In a domestic emergency, it goes without saying that humans and other living creatures are first priority for rescue. Following their assured safety, my next step would be to make safe a few priority items. Many sensible people would choose to recover their money safe and important registered documents, passports etc, but though I understand the clear benefits of this cause of action, I cannot bring myself to save these items while leaving other more irreplaceable items to fry in the blazing inferno. So, my list will be as follows:

  1. I would rescue my handwritten songbooks. The oldest is 35 years old and dates back from the first days when I learnt to play folk music, Joni Mitchell and 1960s classics, and they saw me through years of singing at folk clubs. The four or five thick books don’t just include popular songs that I’ve learned to play and sign, with chords, guitar tabulature, transcriptions and hints for playing. They also include proverbs, phrases, pictures, photos, gig tickets etc and are as much a set of scrapbooks as they are musical tools. And as scrapbooks, many of their pages hold their own memories, much like photo albums would. I could not imagine a life without possession of these items. They basically map my entire adult existence while also leaving space for the future me to expand into.

  2. Secondly, I would rescue the wall-hanging picture I spent hours creating when I first moved to Adlington. It was created from three pieces of embroidery fabric that my mum gave me as a gift when the children were very young – 12 years ago, or thereabouts. She gave me embroidery threads too, in the hope that I might find the energy to pick up sewing in the evenings, this being one hobby that had meant a lot to me before I had the children, and that my mum and I shared. She hoped the hobby would be a stress-free way of unwinding and rediscovering the real me after stress-filled days with young children. I made something very unusual out of the three pieces of fabric. The three of us were each assigned our own piece. I hand-sewed bright felt strips onto their backgrounds, then embellished with found items, beads I’d had left over from other projects, motifs from the children’s clothing, items of jewellery I’d worn during big events of my life, such as a pendant I’d worn while giving birth to my daughter, my confirmation cross, and a Greek coin necklace given to me by an ex-boyfriend. All these items were tied in with stitching, beadwork (each individual bead representing an individual memory), border areas and craft motifs I’d found which represented each of the three of us at that time. For myself, a miniature sewing basket, for my daughter an artist’s palette, and for my son, a little chocolate cake. One strip on each of the sections was taken up with our names and dates of birth. It was a kind of collage sampler, and I fondly remember going to the framing shop in Blackrod (now closed down) with my mum to put it in for framing. When we picked it up, I don’t think my mum could have been more proud of me as she said ‘I wish I was younger than you. Then I could inherit it’. For some reason that made me very happy. In addition to all the work that went into this intensely personal wall hanging, it is also a totally unique item that says so much about me and which also represents our freedom in our new home.

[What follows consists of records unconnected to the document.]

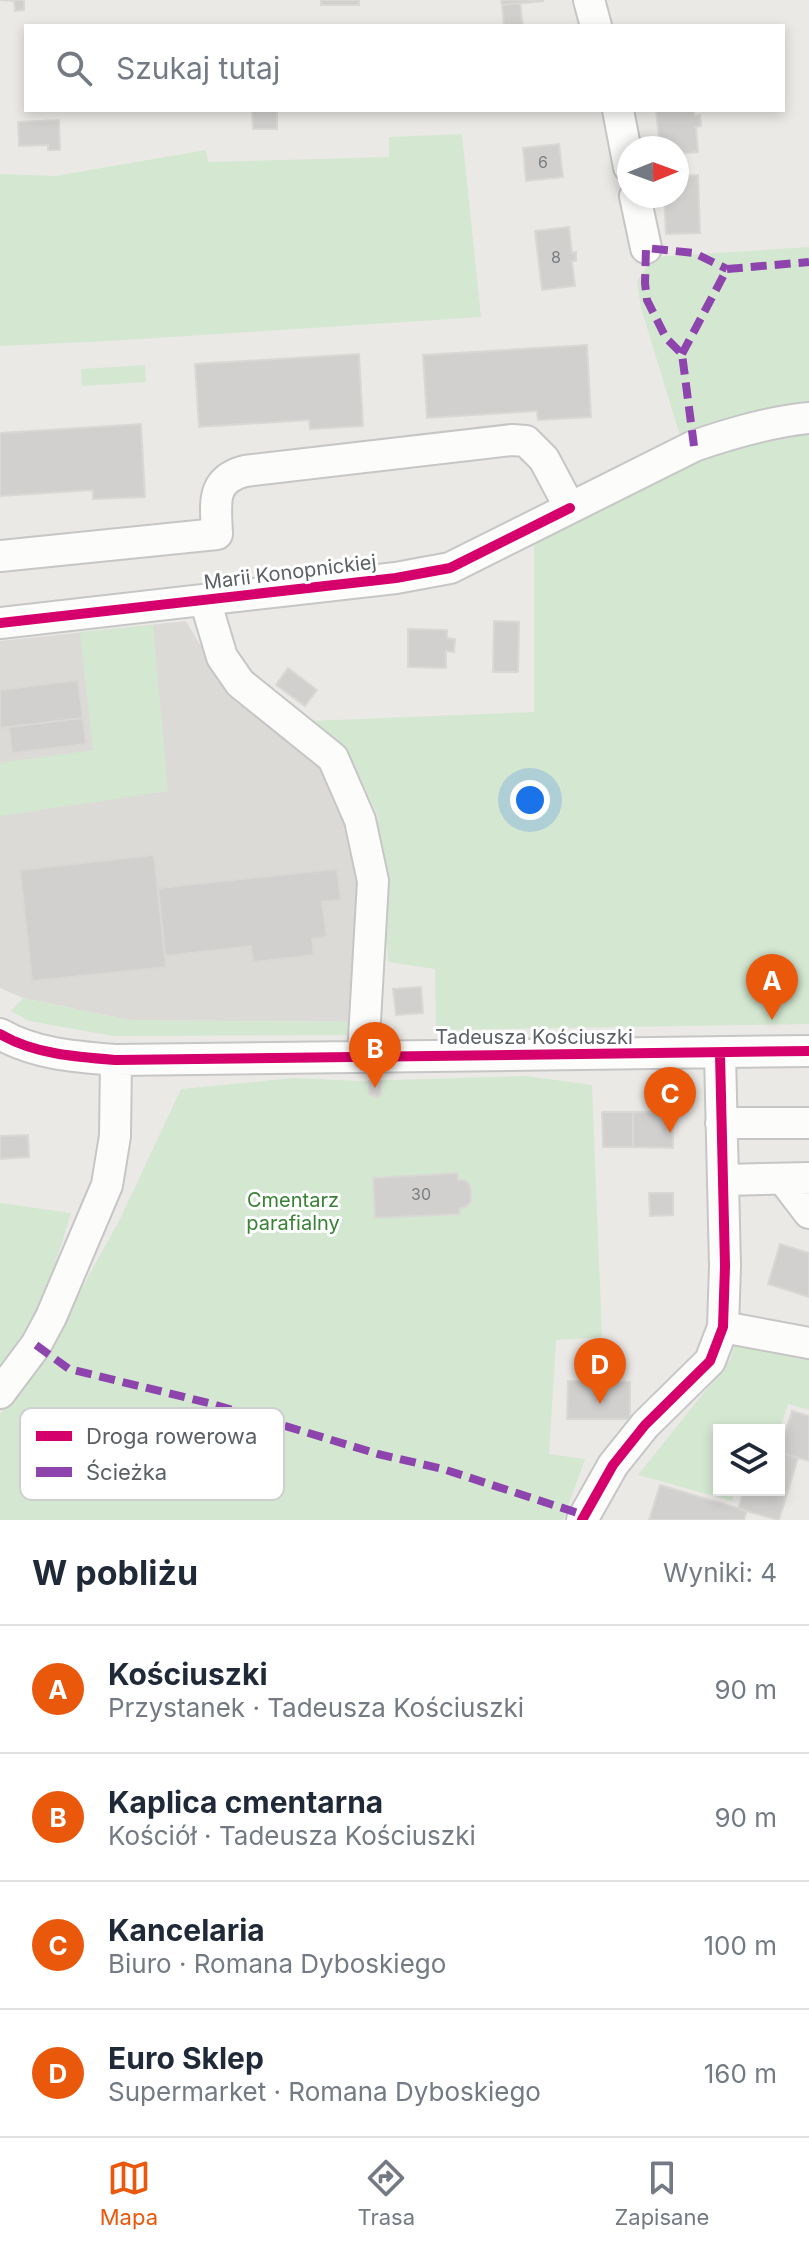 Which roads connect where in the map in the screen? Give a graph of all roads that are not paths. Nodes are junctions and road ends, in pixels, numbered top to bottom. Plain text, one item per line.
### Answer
1 (589, 0) edge
2 (595, 24) edge
3 (618, 112) edge
4 (623, 136) edge
5 (638, 208) edge
6 (646, 248) dead end
7 (809, 418) edge
8 (570, 508) junction
9 (0, 556) edge
10 (205, 600) junction
11 (0, 623) edge
12 (0, 1034) edge
13 (809, 1051) edge
14 (720, 1054) junction
15 (363, 1056) junction
16 (116, 1060) junction
17 (721, 1123) junction
18 (809, 1123) edge
19 (796, 1179) edge
20 (723, 1180) junction
21 (809, 1213) edge
22 (723, 1327) junction
23 (809, 1343) edge
24 (0, 1393) edge
25 (582, 1520) edge

1 - 2 street
3 - 4 street
5 - 6 street
7 - 8 street, Marii Konopnickiej
8 - 9 street
8 - 10 street, Marii Konopnickiej
10 - 11 street, Marii Konopnickiej
10 - 15 street
12 - 16 street, Tadeusza Kościuszki
13 - 14 street, Tadeusza Kościuszki
14 - 15 street, Tadeusza Kościuszki
14 - 17 street
15 - 16 street, Tadeusza Kościuszki
16 - 24 street
17 - 18 street
17 - 20 street
19 - 20 street
19 - 21 street
20 - 22 street
22 - 23 street
22 - 25 street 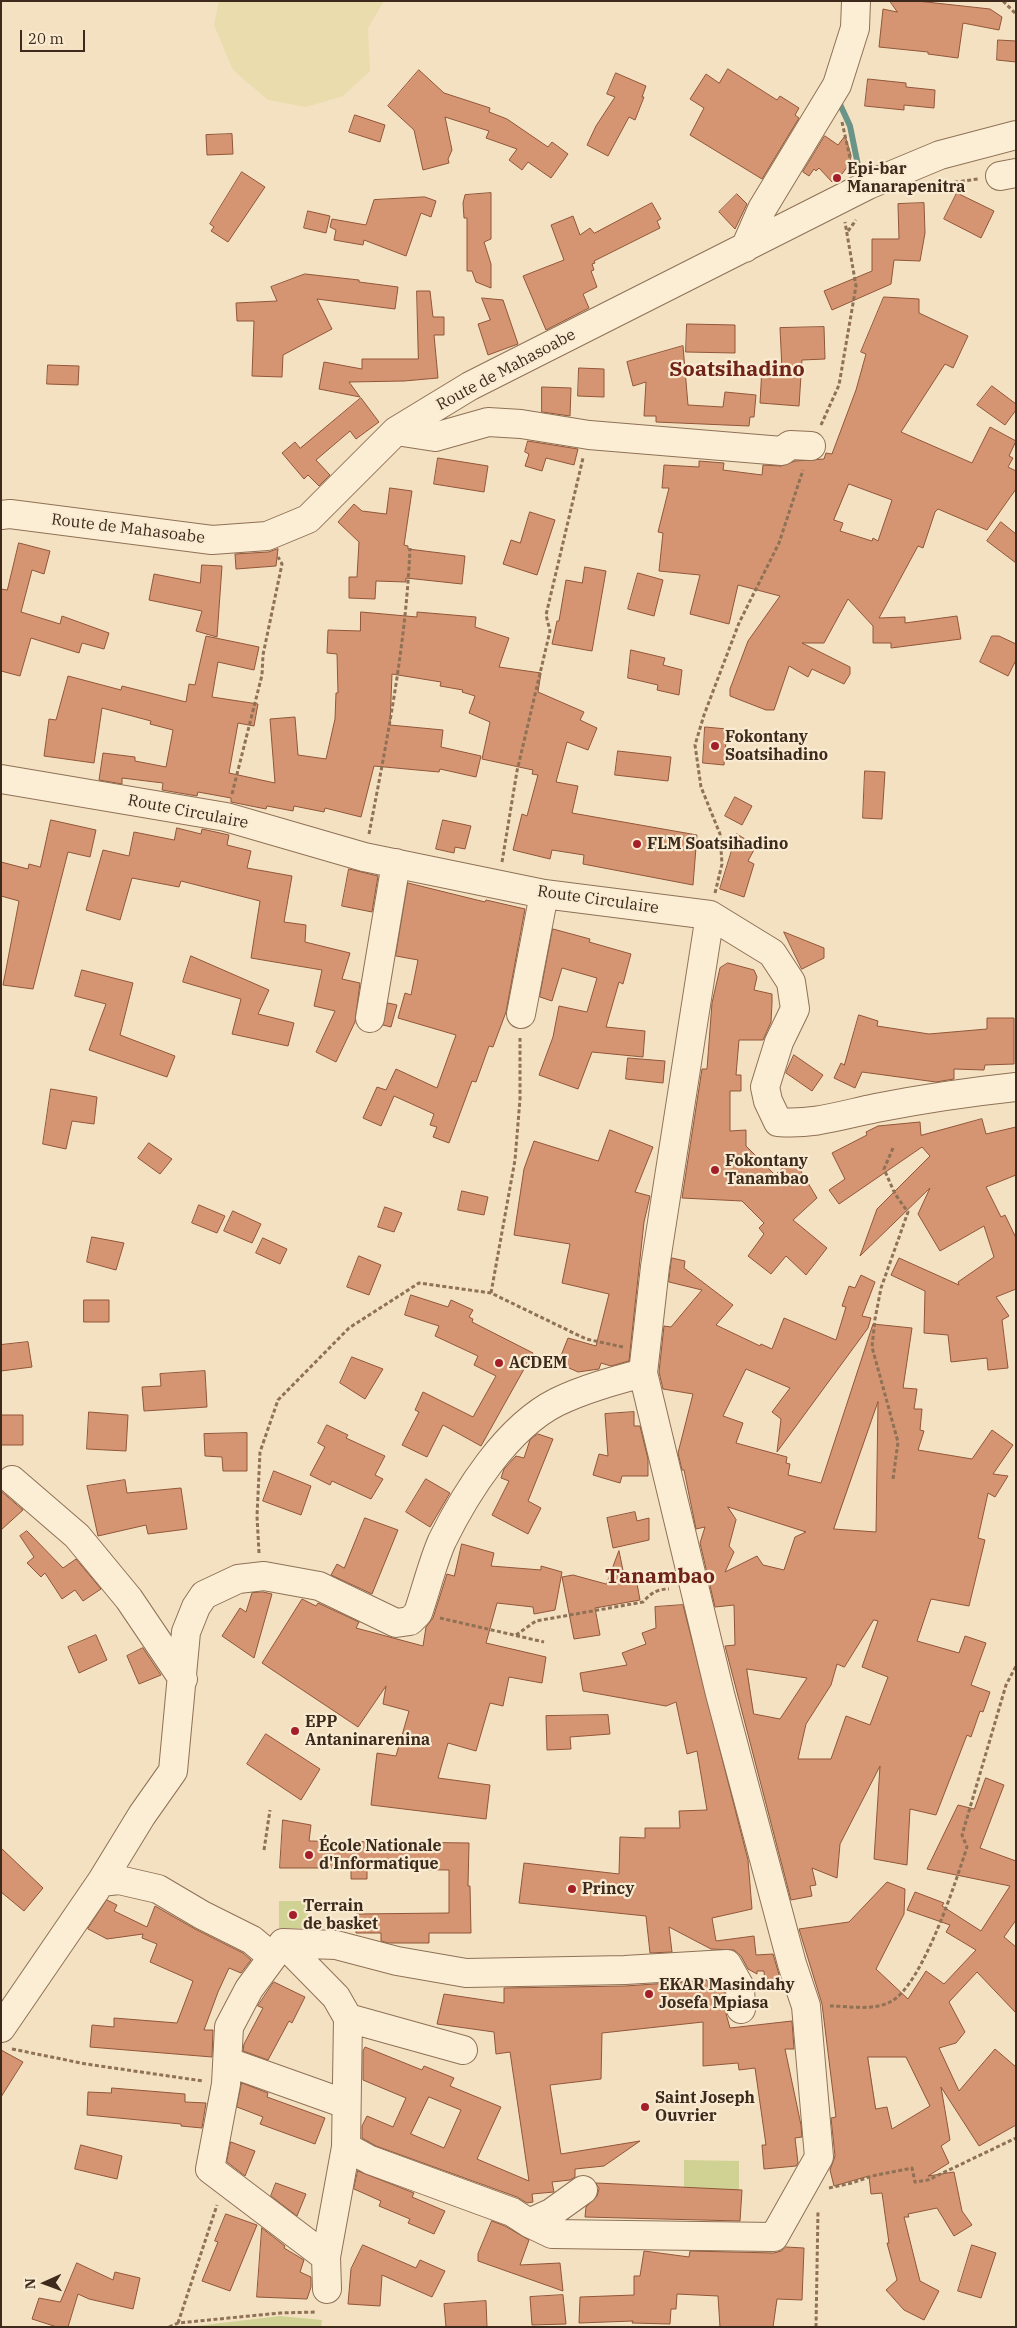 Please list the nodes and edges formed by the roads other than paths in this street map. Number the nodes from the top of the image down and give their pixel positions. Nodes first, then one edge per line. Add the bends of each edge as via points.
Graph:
1 (856, 1) edge
2 (1016, 135) edge
3 (746, 248) junction
4 (396, 430) junction
5 (811, 446) road end
6 (1, 515) edge
7 (1, 778) edge
8 (396, 863) junction
9 (544, 894) junction
10 (710, 915) junction
11 (521, 1014) road end
12 (370, 1018) dead end
13 (1016, 1087) edge
14 (644, 1362) junction
15 (12, 1480) dead end
16 (183, 1679) junction
17 (101, 1882) junction
18 (277, 1950) junction
19 (741, 2009) dead end
20 (348, 2018) junction
21 (6, 2039) edge
22 (462, 2050) dead end
23 (227, 2073) junction
24 (346, 2104) junction
25 (346, 2147) junction
26 (583, 2190) dead end
27 (529, 2223) junction
28 (326, 2257) junction
29 (326, 2289) road end

1 - 3 street via 855,28 834,91 762,209
2 - 3 street, Route de Mahasoabe via 940,155 868,185 848,209
3 - 4 street, Route de Mahasoabe via 470,386
4 - 5 street via 435,437 488,422 521,424 590,436 782,451 790,444
4 - 6 street, Route de Mahasoabe via 308,519 268,536 212,540
7 - 8 street, Route Circulaire via 226,817 364,858
8 - 9 street, Route Circulaire
8 - 12 street
9 - 10 street, Route Circulaire
9 - 11 street
10 - 13 street, Route Circulaire via 772,953 791,982 795,1009 779,1042 765,1087 778,1122 827,1121 875,1108
10 - 14 street via 655,1267
14 - 16 street via 555,1403 512,1434 480,1475 442,1542 418,1613 410,1622 396,1623 320,1586 260,1576 238,1579 204,1595 196,1607 186,1632
14 - 27 street via 725,1714 806,2006 819,2157 774,2237 552,2234
15 - 16 street via 77,1536 129,1599
16 - 17 street via 173,1771
17 - 18 street via 119,1880 158,1890 202,1915
17 - 21 street
18 - 19 street via 336,1945 397,1961 456,1971 500,1973 727,1964 740,1987
18 - 20 street via 336,1997
18 - 23 street via 248,1989 229,2026
20 - 22 street
20 - 24 street
23 - 24 street
23 - 28 street via 210,2169
24 - 25 street
25 - 27 street via 370,2160 512,2212
25 - 28 street
26 - 27 street via 551,2213
28 - 29 street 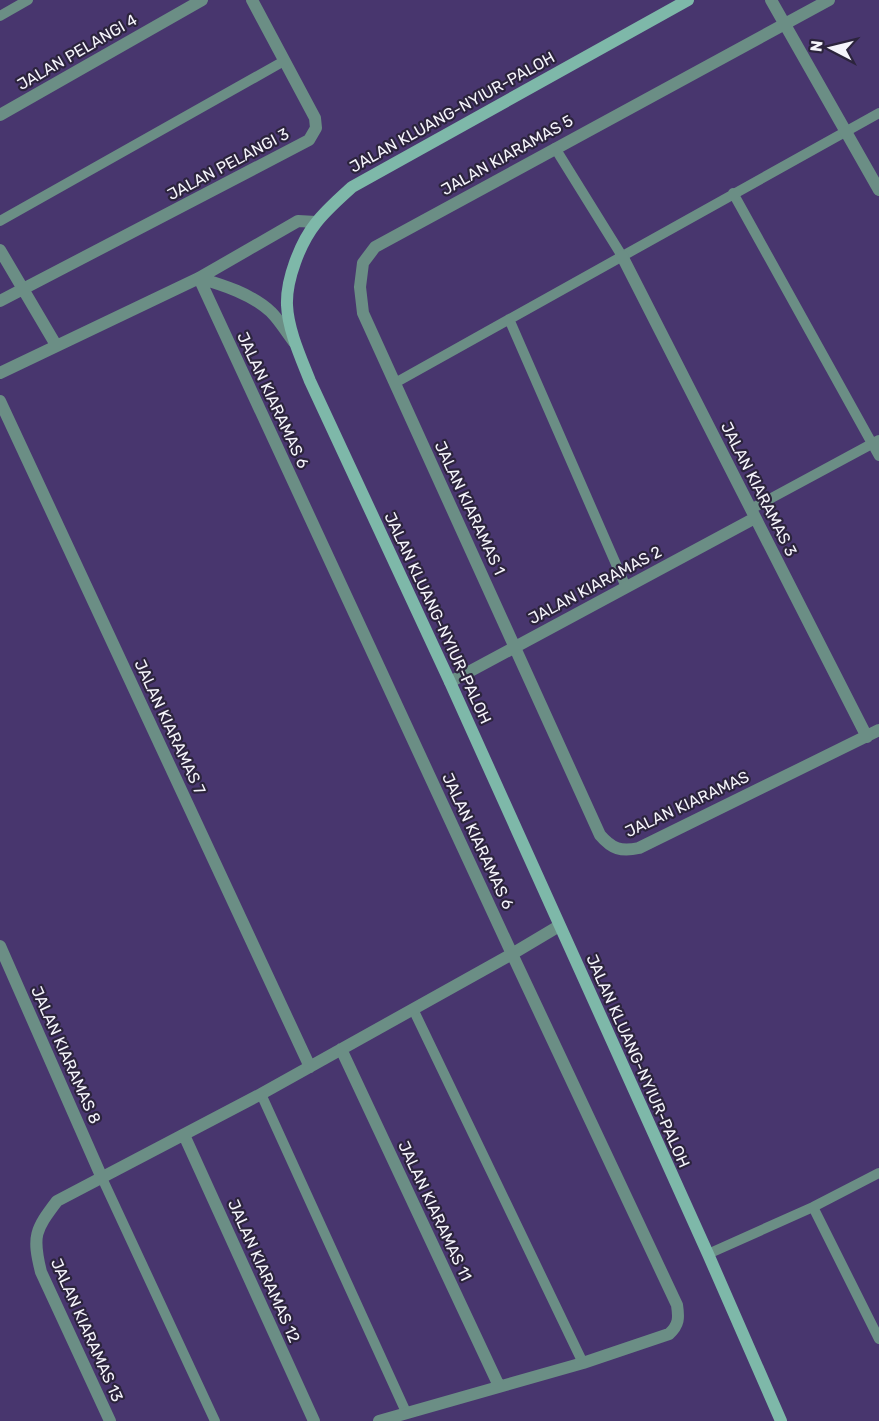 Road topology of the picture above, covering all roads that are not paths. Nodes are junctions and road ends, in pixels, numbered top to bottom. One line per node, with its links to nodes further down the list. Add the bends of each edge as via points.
1 (28, 0): 7 (lane)
2 (202, 0): 11 (street, JALAN PELANGI 4)
3 (252, 0): 9 (street, JALAN PELANGI 3)
4 (688, 0): 17 (street, JALAN KLUANG-NYIUR-PALOH, via 352,187)
5 (771, 0): 8 (street)
6 (829, 0): 8 (street, JALAN KIARAMAS 5)
7 (0, 15)
8 (784, 23): 12 (street); 13 (street, JALAN KIARAMAS 5)
9 (284, 61): 16 (lane); 21 (street, JALAN PELANGI 3, via 315,118 316,128 309,140)
10 (879, 113): 12 (lane)
11 (0, 115)
12 (846, 131): 14 (street); 15 (lane)
13 (555, 148): 19 (lane); 27 (street, JALAN KIARAMAS 5, via 375,247 363,263 363,313)
14 (879, 190)
15 (733, 194): 19 (lane); 29 (lane)
16 (0, 221)
17 (316, 222): 20 (street, via 298,221); 25 (street, JALAN KLUANG-NYIUR-PALOH, via 293,267 287,305)
18 (0, 250): 21 (street)
19 (622, 256): 23 (lane); 31 (street, JALAN KIARAMAS 3)
20 (199, 278): 24 (street); 25 (street, via 231,288 262,305); 39 (street, JALAN KIARAMAS 6)
21 (23, 289): 22 (street, JALAN PELANGI 3); 24 (street)
22 (0, 301)
23 (509, 319): 27 (lane); 32 (lane)
24 (57, 345): 26 (street)
25 (296, 345): 34 (street, JALAN KLUANG-NYIUR-PALOH)
26 (0, 373)
27 (395, 382): 33 (street, JALAN KIARAMAS 1)
28 (0, 401): 42 (street, JALAN KIARAMAS 7)
29 (876, 442): 30 (lane); 31 (lane)
30 (879, 456)
31 (753, 513): 32 (street, JALAN KIARAMAS 2); 36 (street, JALAN KIARAMAS 3)
32 (626, 587): 33 (street, JALAN KIARAMAS 2)
33 (516, 647): 34 (street, JALAN KIARAMAS 2); 36 (street, JALAN KIARAMAS, via 600,835 616,849 639,848)
34 (450, 682): 37 (street, JALAN KLUANG-NYIUR-PALOH)
35 (879, 730): 36 (street, JALAN KIARAMAS)
36 (867, 736)
37 (559, 926): 39 (street, JALAN KIARAMAS 13); 48 (street, JALAN KLUANG-NYIUR-PALOH)
38 (0, 946): 46 (street, JALAN KIARAMAS 8)
39 (512, 954): 40 (street, JALAN KIARAMAS 13); 50 (street, JALAN KIARAMAS 6, via 677,1305 679,1318 669,1334)
40 (413, 1009): 41 (street, JALAN KIARAMAS 13); 50 (lane)
41 (341, 1049): 42 (street, JALAN KIARAMAS 13); 51 (street, JALAN KIARAMAS 11)
42 (310, 1066): 43 (street, JALAN KIARAMAS 13)
43 (261, 1094): 44 (street, JALAN KIARAMAS 13); 52 (lane)
44 (184, 1136): 46 (street, JALAN KIARAMAS 13); 55 (street, JALAN KIARAMAS 12)
45 (879, 1173): 47 (lane)
46 (102, 1178): 53 (street, JALAN KIARAMAS 13, via 57,1201 40,1222 35,1247 41,1272); 54 (lane)
47 (813, 1207): 48 (lane); 49 (lane)
48 (708, 1254): 57 (street, JALAN KLUANG-NYIUR-PALOH)
49 (879, 1339)
50 (584, 1363): 51 (street, JALAN KIARAMAS 6)
51 (499, 1386): 52 (street, JALAN KIARAMAS 6)
52 (406, 1412): 56 (street, JALAN KIARAMAS 6)
53 (109, 1421)
54 (214, 1421)
55 (314, 1421)
56 (379, 1421)
57 (781, 1421)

  3. The final item was a tricky one to decide. Do I select the weeping fig plant I bought 30 years ago as an inch-high terrarium plant, and which now would have taken over the entire house if I didn’t trim it yearly? Do I select the teddy bears on a wooden chair that my daughter and I chose for my dad’s birthday present – with the sign on that reads ‘God couldn’t be everywhere so he created granddads’? Do I choose my mum’s jewellery, my semi-acoustic guitar or my parent’s ultra-expensive Mouseman furniture? I probably should just for cost reasons, but I don’t think I would. I think I would select two hefty books – my dad’s MA and doctoral theses. I can sense the man who he was, before I ever knew him. I can also get future glimpses of the dad, the friend and the scholar he would become.

So, that’s my list. I wish I had allowed myself more items than this but in many ways it is a blessing that only three items have been chosen. It is a useful exercise for those of us (me included) who tend to keep too much and who assign sentimental rememberings to each item which surrounds them.